[Saved entries]
+===+

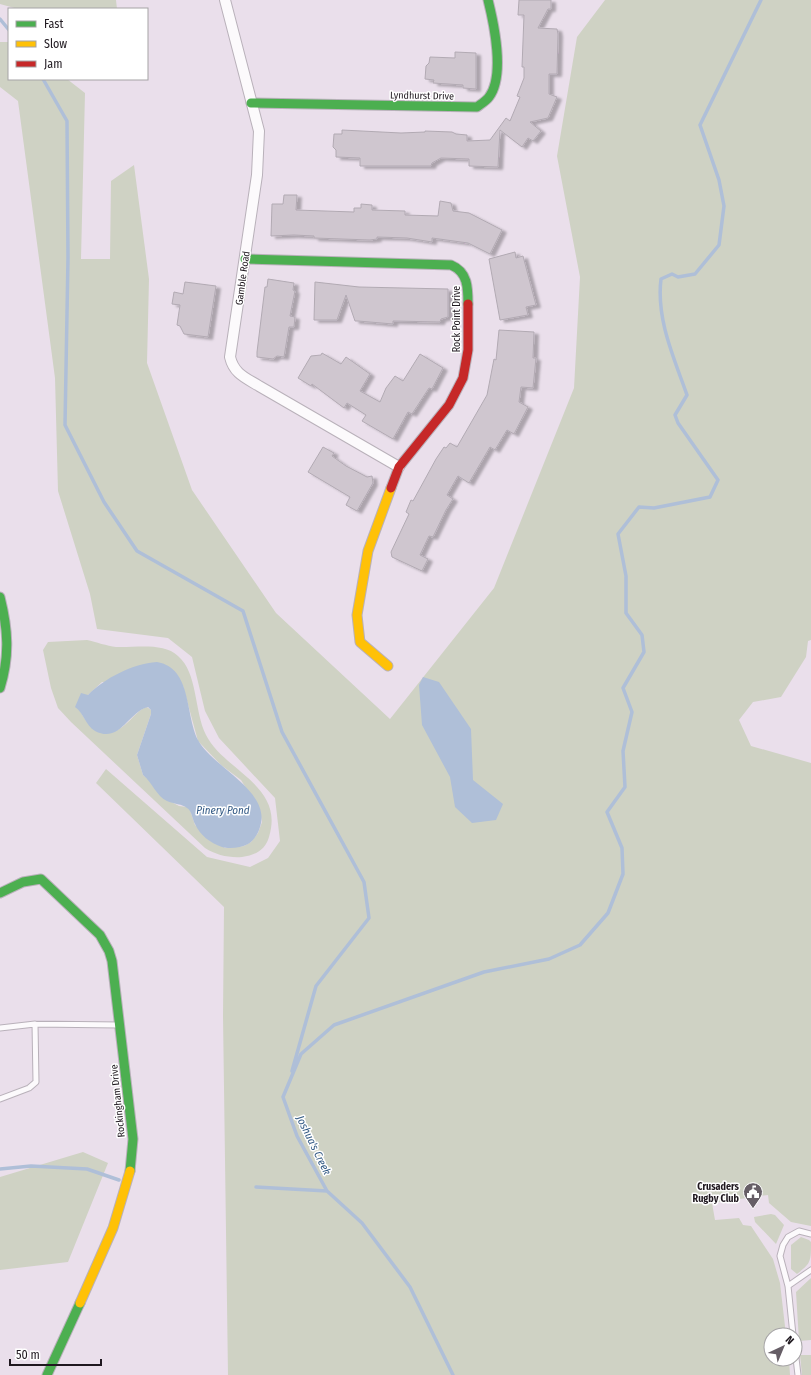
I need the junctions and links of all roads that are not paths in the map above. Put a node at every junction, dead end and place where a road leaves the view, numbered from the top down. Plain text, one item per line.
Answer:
1 (225, 0) edge
2 (488, 0) edge
3 (251, 103) junction
4 (245, 259) junction
5 (399, 467) junction
6 (0, 597) edge
7 (388, 666) dead end
8 (0, 688) edge
9 (0, 893) edge
10 (35, 1024) junction
11 (120, 1025) junction
12 (0, 1028) edge
13 (0, 1099) edge
14 (811, 1234) edge
15 (811, 1270) edge
16 (788, 1286) junction
17 (792, 1327) edge
18 (46, 1375) edge

1 - 3 street, Gamble Road
2 - 3 street, Lyndhurst Drive
3 - 4 street, Gamble Road
4 - 5 street, Gamble Road
4 - 5 street, Rock Point Drive
5 - 7 street, Rock Point Drive
6 - 8 street
9 - 11 street, Rockingham Drive
10 - 11 lane
10 - 12 lane
10 - 13 lane
11 - 18 street, Rockingham Drive
14 - 16 lane
15 - 16 lane
16 - 17 lane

+===+

*Task objective*:
Transcribe every entry above exactly as it stands, but skip the images.

*Solution to the problem*:
I need the junctions and links of all roads that are not paths in the map above. Put a node at every junction, dead end and place where a road leaves the view, numbered from the top down. Plain text, one item per line.
Answer:
1 (225, 0) edge
2 (488, 0) edge
3 (251, 103) junction
4 (245, 259) junction
5 (399, 467) junction
6 (0, 597) edge
7 (388, 666) dead end
8 (0, 688) edge
9 (0, 893) edge
10 (35, 1024) junction
11 (120, 1025) junction
12 (0, 1028) edge
13 (0, 1099) edge
14 (811, 1234) edge
15 (811, 1270) edge
16 (788, 1286) junction
17 (792, 1327) edge
18 (46, 1375) edge

1 - 3 street, Gamble Road
2 - 3 street, Lyndhurst Drive
3 - 4 street, Gamble Road
4 - 5 street, Gamble Road
4 - 5 street, Rock Point Drive
5 - 7 street, Rock Point Drive
6 - 8 street
9 - 11 street, Rockingham Drive
10 - 11 lane
10 - 12 lane
10 - 13 lane
11 - 18 street, Rockingham Drive
14 - 16 lane
15 - 16 lane
16 - 17 lane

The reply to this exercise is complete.